Chris, are you sure about the rebound of the voltages while the cells remain in the bays?
i will test this, but if I recollect all the discharges with 4 cells in the bays, the voltage remains fixed if the discharge current reaches 0'
different CELLS DIFFERENT CUTOFF VOLTAGES.

Does the discharge function always go until 2.8V? I almost think my charger is broken. its my second charger. the first one was a DOA with a defective display.
my system is, first charge 4 cells @1A, then measure internal resistance and then discharge all 4 @500mA. The finish is the picture shown.

deadbeefAHC said:

Chris, are you sure about the rebound of the voltages while the cells remain in the bays?
i will test this, but if I recollect all the discharges with 4 cells in the bays, the voltage remains fixed if the discharge current reaches 0'
different CELLS DIFFERENT CUTOFF VOLTAGES.
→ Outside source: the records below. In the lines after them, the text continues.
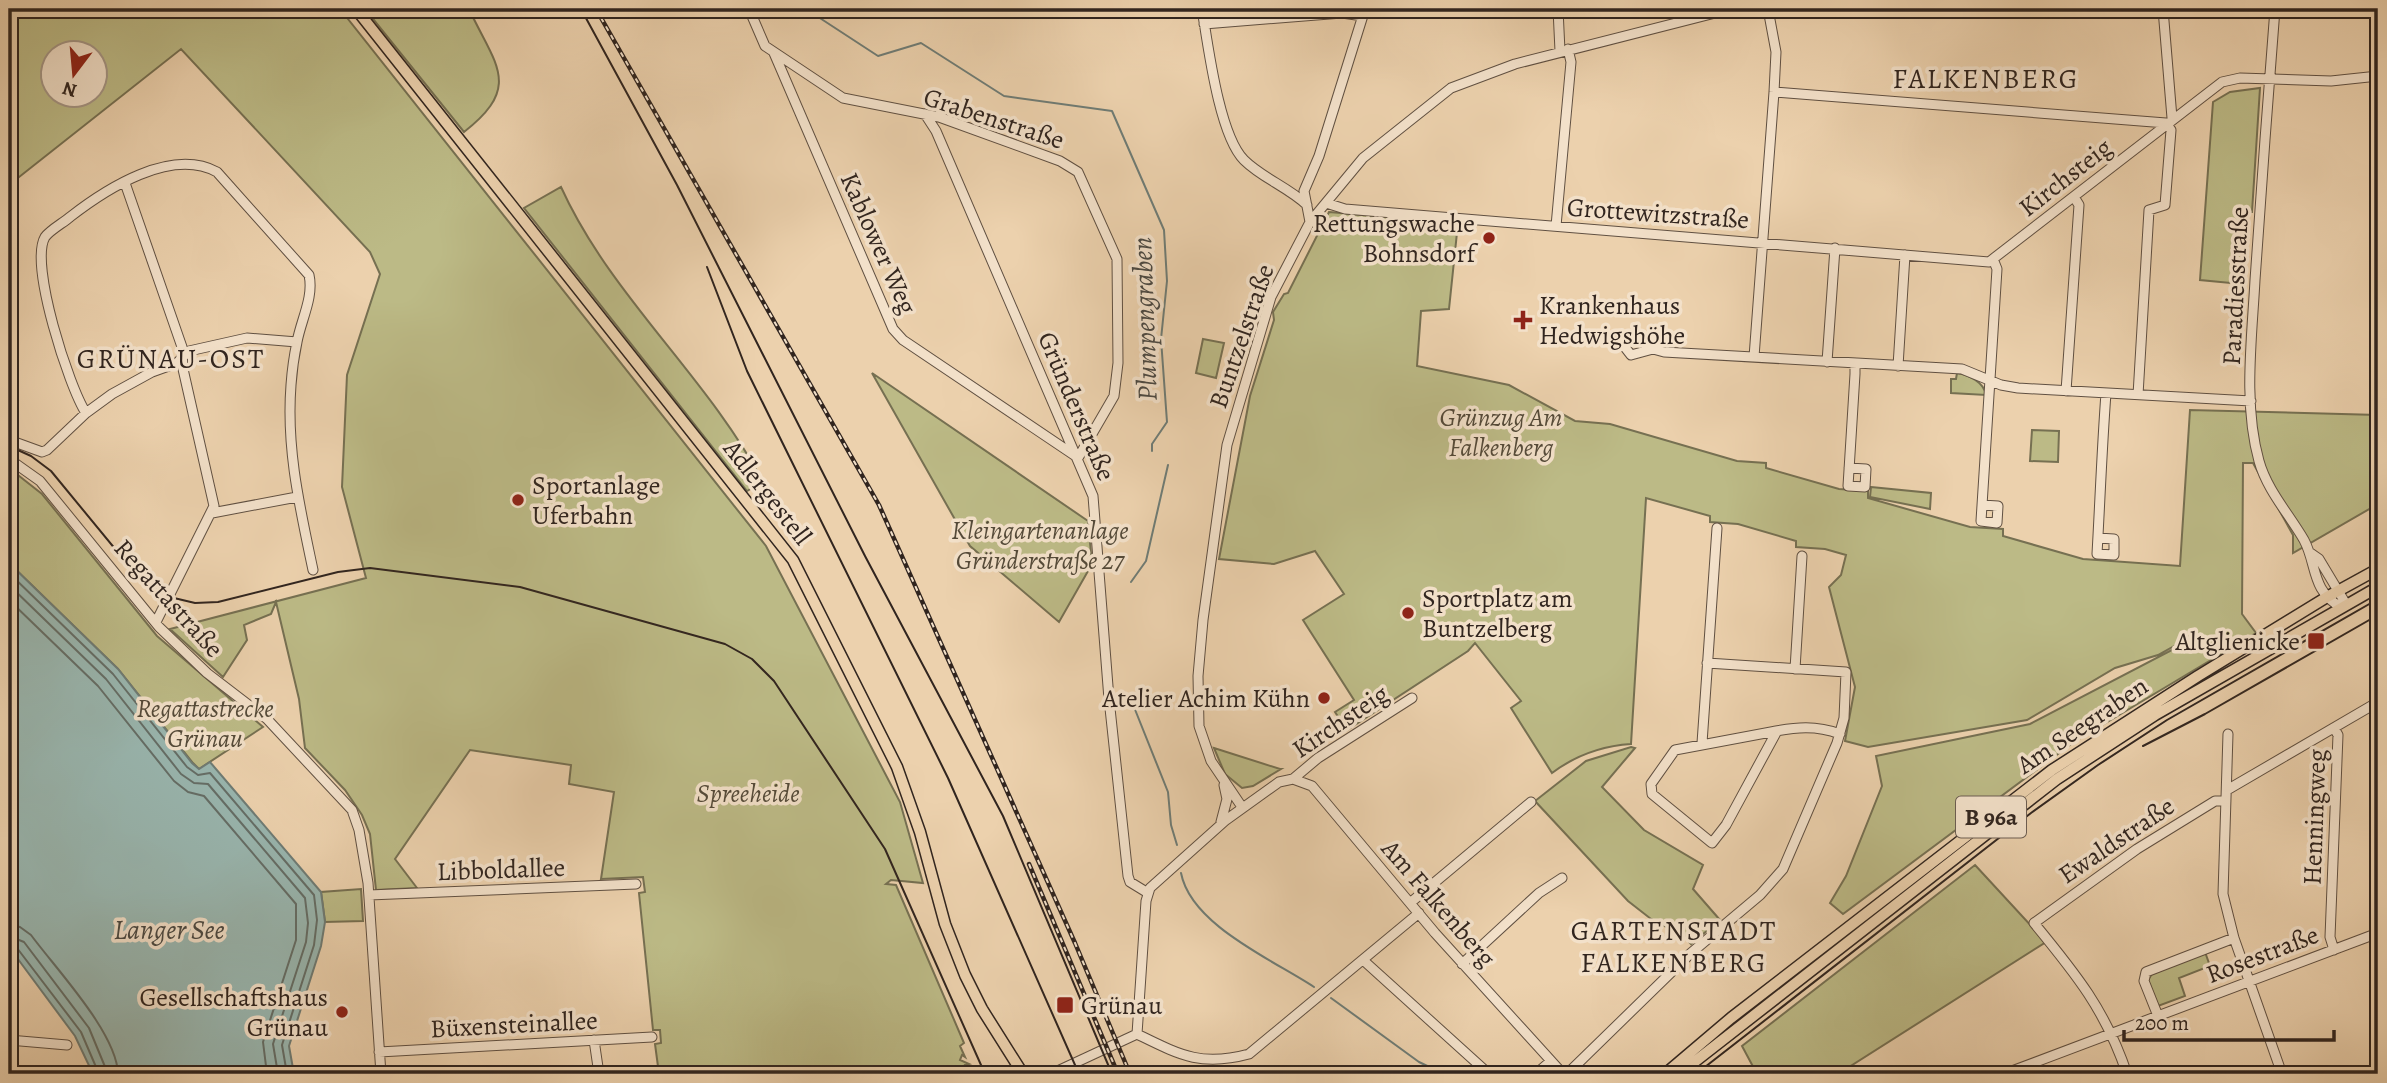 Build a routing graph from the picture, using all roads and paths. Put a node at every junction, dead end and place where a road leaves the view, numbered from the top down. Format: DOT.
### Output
graph roads {
  1 [pos="356,9"];
  2 [pos="749,9"];
  3 [pos="1004,9"];
  4 [pos="1063,9"];
  5 [pos="1202,9"];
  6 [pos="1558,9"];
  7 [pos="1731,9"];
  8 [pos="1768,9"];
  9 [pos="2163,9"];
  10 [pos="2275,9"];
  11 [pos="1364,12"];
  12 [pos="1204,24"];
  13 [pos="1564,50"];
  14 [pos="773,52"];
  15 [pos="2378,76"];
  16 [pos="2269,79"];
  17 [pos="1774,92"];
  18 [pos="925,114"];
  19 [pos="2169,121"];
  20 [pos="125,183"];
  21 [pos="2074,197"];
  22 [pos="1326,203"];
  23 [pos="1307,205"];
  24 [pos="1310,222"];
  25 [pos="1556,226"];
  26 [pos="1763,242"];
  27 [pos="1835,248"];
  28 [pos="1905,255"];
  29 [pos="1991,260"];
  30 [pos="297,342"];
  31 [pos="1653,349"];
  32 [pos="1754,357"];
  33 [pos="182,358"];
  34 [pos="1827,362"];
  35 [pos="1855,363"];
  36 [pos="1898,366"];
  37 [pos="1991,380"];
  38 [pos="2066,391"];
  39 [pos="2106,393"];
  40 [pos="2138,395"];
  41 [pos="2251,404"];
  42 [pos="86,413"];
  43 [pos="13,442"];
  44 [pos="1078,458"];
  45 [pos="11,460"];
  46 [pos="1849,468"];
  47 [pos="297,497"];
  48 [pos="1982,505"];
  49 [pos="212,513"];
  50 [pos="1717,528"];
  51 [pos="2098,538"];
  52 [pos="2309,552"];
  53 [pos="1802,556"];
  54 [pos="2378,569"];
  55 [pos="313,570"];
  56 [pos="2378,587"];
  57 [pos="2338,590"];
  58 [pos="2327,597"];
  59 [pos="2344,606"];
  60 [pos="156,622"];
  61 [pos="1707,663"];
  62 [pos="1795,669"];
  63 [pos="1412,698"];
  64 [pos="2378,702"];
  65 [pos="2334,728"];
  66 [pos="1777,731"];
  67 [pos="1840,734"];
  68 [pos="2228,734"];
  69 [pos="1702,743"];
  70 [pos="1293,779"];
  71 [pos="1223,780"];
  72 [pos="2227,790"];
  73 [pos="2225,801"];
  74 [pos="1531,802"];
  75 [pos="1242,807"];
  76 [pos="1219,827"];
  77 [pos="1562,878"];
  78 [pos="636,884"];
  79 [pos="1148,893"];
  80 [pos="369,895"];
  81 [pos="1410,903"];
  82 [pos="1419,913"];
  83 [pos="2378,933"];
  84 [pos="2234,938"];
  85 [pos="2334,950"];
  86 [pos="1363,960"];
  87 [pos="1462,964"];
  88 [pos="2249,983"];
  89 [pos="2158,1016"];
  90 [pos="2113,1032"];
  91 [pos="1137,1034"];
  92 [pos="652,1037"];
  93 [pos="9,1040"];
  94 [pos="594,1040"];
  95 [pos="67,1045"];
  96 [pos="379,1052"];
  97 [pos="1551,1061"];
  98 [pos="381,1074"];
  99 [pos="599,1074"];
  100 [pos="1023,1074"];
  101 [pos="1051,1074"];
  102 [pos="1489,1074"];
  103 [pos="1536,1074"];
  104 [pos="1565,1074"];
  105 [pos="1665,1074"];
  106 [pos="1679,1074"];
  107 [pos="2004,1074"];
  108 [pos="2127,1074"];
  109 [pos="2282,1074"];
  1 -- 100 [label="main road, Adlergestell"];
  2 -- 14 [label="street, Kablower Weg"];
  3 -- 4 [label="street"];
  5 -- 12 [label="street"];
  6 -- 13 [label="street"];
  7 -- 13 [label="street, Buntzelstraße"];
  8 -- 17 [label="street"];
  9 -- 19 [label="street"];
  10 -- 16 [label="street, Paradiesstraße"];
  11 -- 12 [label="street"];
  11 -- 23 [label="street"];
  12 -- 23 [label="street"];
  13 -- 22 [label="street, Buntzelstraße"];
  13 -- 25 [label="street"];
  14 -- 18 [label="street, Grabenstraße"];
  14 -- 44 [label="street, Kablower Weg"];
  15 -- 16 [label="street, Kirchsteig"];
  16 -- 19 [label="street, Kirchsteig"];
  16 -- 41 [label="street, Paradiesstraße"];
  17 -- 19 [label="street"];
  17 -- 26 [label="street"];
  18 -- 44 [label="street, Gründerstraße"];
  18 -- 44 [label="street, Grabenstraße"];
  19 -- 21 [label="street, Kirchsteig"];
  19 -- 40 [label="street"];
  20 -- 30 [label="street"];
  20 -- 33 [label="street"];
  20 -- 42 [label="street"];
  21 -- 29 [label="street, Kirchsteig"];
  21 -- 38 [label="street"];
  22 -- 24 [label="street, Buntzelstraße"];
  22 -- 25 [label="street, Grottewitzstraße"];
  23 -- 24 [label="street"];
  24 -- 71 [label="street, Buntzelstraße"];
  25 -- 26 [label="street, Grottewitzstraße"];
  26 -- 27 [label="street, Grottewitzstraße"];
  26 -- 32 [label="street"];
  27 -- 28 [label="street, Grottewitzstraße"];
  27 -- 34 [label="street"];
  28 -- 29 [label="street, Grottewitzstraße"];
  28 -- 36 [label="street"];
  29 -- 37 [label="street"];
  30 -- 33 [label="street"];
  30 -- 47 [label="street"];
  31 -- 32 [label="street"];
  32 -- 34 [label="street"];
  33 -- 42 [label="street"];
  33 -- 49 [label="street"];
  34 -- 35 [label="street"];
  35 -- 36 [label="street"];
  35 -- 46 [label="street"];
  36 -- 37 [label="street"];
  37 -- 38 [label="street"];
  37 -- 48 [label="street"];
  38 -- 39 [label="street"];
  39 -- 40 [label="street"];
  39 -- 51 [label="street"];
  40 -- 41 [label="street"];
  41 -- 52 [label="street, Paradiesstraße"];
  42 -- 43 [label="street"];
  43 -- 45 [label="street"];
  44 -- 79 [label="street, Gründerstraße"];
  45 -- 60 [label="street, Regattastraße"];
  47 -- 49 [label="street"];
  47 -- 55 [label="street"];
  49 -- 60 [label="street"];
  50 -- 61 [label="street"];
  52 -- 57 [label="street, Paradiesstraße"];
  52 -- 58 [label="street, Paradiesstraße"];
  53 -- 62 [label="street"];
  54 -- 57 [label="main road, Am Seegraben / B 96a"];
  56 -- 59 [label="main road, Am Seegraben / B 96a"];
  57 -- 58 [label="main road, Am Seegraben / B 96a"];
  57 -- 59 [label="street, Paradiesstraße"];
  58 -- 59 [label="street, Paradiesstraße"];
  58 -- 105 [label="main road, Am Seegraben / B 96a"];
  59 -- 106 [label="main road, Am Seegraben / B 96a"];
  60 -- 80 [label="street, Regattastraße"];
  61 -- 62 [label="street"];
  61 -- 69 [label="street"];
  62 -- 67 [label="street"];
  63 -- 70 [label="street, Kirchsteig"];
  64 -- 65 [label="street"];
  65 -- 72 [label="street"];
  65 -- 85 [label="street, Henningweg"];
  66 -- 67 [label="street"];
  66 -- 69 [label="street"];
  66 -- 69 [label="street"];
  67 -- 104 [label="street"];
  68 -- 72 [label="street"];
  70 -- 75 [label="street, Kirchsteig"];
  70 -- 81 [label="street, Am Falkenberg"];
  71 -- 75 [label="street, Buntzelstraße"];
  71 -- 76 [label="street, Buntzelstraße"];
  72 -- 73 [label="street"];
  73 -- 84 [label="street"];
  73 -- 90 [label="street, Ewaldstraße"];
  74 -- 81 [label="street"];
  75 -- 76 [label="street, Kirchsteig"];
  76 -- 79 [label="street, Kirchsteig"];
  77 -- 87 [label="street"];
  78 -- 80 [label="street, Libboldallee"];
  79 -- 91 [label="street"];
  80 -- 96 [label="street, Regattastraße"];
  81 -- 82 [label="street, Am Falkenberg"];
  82 -- 86 [label="street"];
  82 -- 87 [label="street, Am Falkenberg"];
  83 -- 85 [label="street, Rosestraße"];
  84 -- 88 [label="street"];
  84 -- 89 [label="street"];
  85 -- 88 [label="street, Rosestraße"];
  86 -- 91 [label="street"];
  86 -- 102 [label="street"];
  87 -- 97 [label="street, Am Falkenberg"];
  88 -- 89 [label="street, Rosestraße"];
  88 -- 109 [label="street"];
  89 -- 90 [label="street, Rosestraße"];
  90 -- 107 [label="street, Rosestraße"];
  90 -- 108 [label="street"];
  91 -- 101 [label="street"];
  92 -- 94 [label="street, Büxensteinallee"];
  93 -- 95 [label="street"];
  94 -- 96 [label="street, Büxensteinallee"];
  94 -- 99 [label="street"];
  96 -- 98 [label="street, Regattastraße"];
  97 -- 103 [label="street"];
  97 -- 104 [label="street, Am Falkenberg"];
} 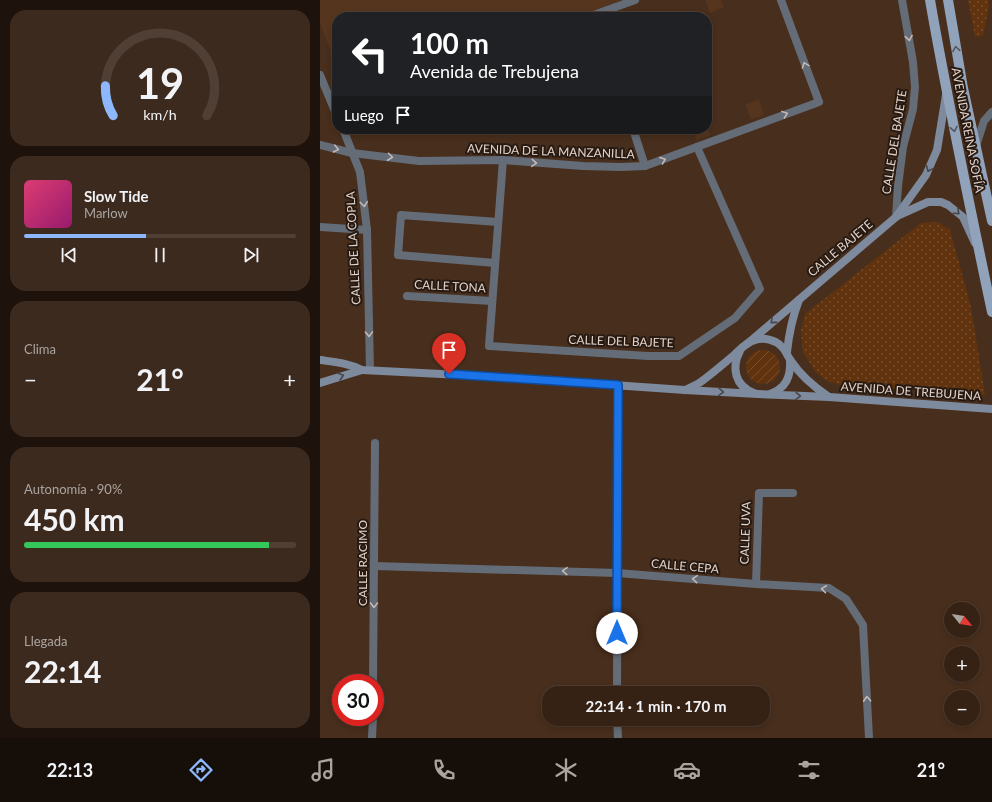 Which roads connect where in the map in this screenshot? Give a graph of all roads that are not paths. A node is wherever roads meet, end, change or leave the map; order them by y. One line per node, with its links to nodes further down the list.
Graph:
1 (635, 0): 6 (street)
2 (781, 0): 15 (street, AVENIDA DE LA MANZANILLA, one-way to 2)
3 (902, 0): 19 (street, CALLE DEL BAJETE, one-way to 19)
4 (930, 0): 8 (main road, AVENIDA REINA SOFÍA)
5 (948, 0): 14 (main road, AVENIDA REINA SOFÍA, one-way to 5)
6 (604, 12)
7 (320, 75): 9 (street)
8 (947, 91): 19 (main road, one-way to 19); 24 (main road, AVENIDA REINA SOFÍA, one-way to 24)
9 (332, 104)
10 (992, 112): 14 (street)
11 (344, 134): 16 (street, CALLE DE LA COPLA)
12 (635, 134): 18 (street)
13 (320, 145): 16 (street, AVENIDA DE LA MANZANILLA, one-way to 16)
14 (976, 146): 20 (main road, AVENIDA REINA SOFÍA)
15 (697, 147): 18 (street, AVENIDA DE LA MANZANILLA, one-way to 15); 28 (street, CALLE DEL BAJETE)
16 (352, 153): 17 (street, AVENIDA DE LA MANZANILLA, one-way to 17); 23 (street, CALLE DE LA COPLA, one-way to 23)
17 (503, 160): 18 (street, AVENIDA DE LA MANZANILLA, one-way to 18); 21 (street, CALLE DEL BAJETE)
18 (645, 166)
19 (896, 217): 24 (main road, one-way to 24); 27 (main road, CALLE BAJETE)
20 (992, 221)
21 (498, 222): 25 (street, CALLE DEL BAJETE); 25 (street)
22 (320, 227): 23 (street)
23 (367, 230): 35 (street, CALLE DE LA COPLA, one-way to 35)
24 (979, 252): 29 (main road, AVENIDA REINA SOFÍA)
25 (495, 263): 28 (street, CALLE DEL BAJETE)
26 (407, 296): 28 (street, CALLE TONA)
27 (800, 298): 30 (main road, CALLE BAJETE, one-way to 30); 32 (main road, CALLE BAJETE)
28 (492, 301)
29 (992, 312)
30 (747, 344): 31 (main road); 32 (main road)
31 (740, 350): 38 (main road); 39 (main road, AVENIDA DE TREBUJENA)
32 (787, 352): 34 (main road, AVENIDA DE TREBUJENA)
33 (320, 360): 35 (main road)
34 (790, 360): 40 (main road, AVENIDA DE TREBUJENA); 41 (main road, AVENIDA DE TREBUJENA)
35 (366, 370): 36 (main road, one-way to 35); 37 (main road, AVENIDA DE TREBUJENA)
36 (320, 383)
37 (618, 385): 38 (main road, AVENIDA DE TREBUJENA); 46 (street)
38 (685, 390): 39 (main road, AVENIDA DE TREBUJENA, one-way to 39)
39 (758, 394): 40 (main road, AVENIDA DE TREBUJENA)
40 (767, 395): 41 (main road, AVENIDA DE TREBUJENA, one-way to 41)
41 (829, 397): 42 (main road, AVENIDA DE TREBUJENA)
42 (992, 409)
43 (375, 443): 45 (street, CALLE RACIMO)
44 (794, 493): 47 (street, CALLE UVA)
45 (374, 566): 46 (street, CALLE CEPA, one-way to 45); 48 (street, CALLE RACIMO, one-way to 48)
46 (617, 573): 47 (street, CALLE CEPA, one-way to 46); 49 (street)
47 (756, 584): 54 (street, CALLE CEPA, one-way to 47)
48 (373, 674)
49 (617, 686)
50 (373, 726): 52 (street)
51 (618, 726): 53 (street)
52 (372, 738)
53 (618, 738)
54 (869, 738)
Does the discharge function always go until 2.8V? I almost think my charger is broken. its my second charger. the first one was a DOA with a defective dis anplay.
my system is, first charge 4 cells @1A, then measure internal resistance and then discharge all 4 @500mA. The finish is the picture shown.

Click to expand...

Yes, the cutoff voltage for 3.6v li-ions is 2.80v. The cells in the picture are still in their discharge phase. They can rebound to about ~3.30v, but that can vary depending on the cell in question.

Chris

I'm not sure my Opus BT C-3100 v2.2 is working correctly.

I discharged a protected 14500 and it only discharged to 3.48v before ending the discharge cycle. Three times it did this, ending somewhere between 3.48 and 3.6
So I tried again with a high-discharge unprotected 14500. Same results.
All tests were done at 300mA.

I just tried discharging a AA NiMH. I expected a discharge down to about 0.9v (per user manual specs), but it quit at 1.14v.

Any idea why I'm not getting full discharges?

pdirt said:

[...] Any idea why I'm not getting full discharges?

Click to expand...

How/when are you measuring the termination voltage? This must be done while it is discharging, not after it has finished (since the cell voltage quickly rebounds immediately after the discharge ends).

I find that my protected Keeppower 14500's are basically drained around 3.6v. Your charger is likely fully discharging them.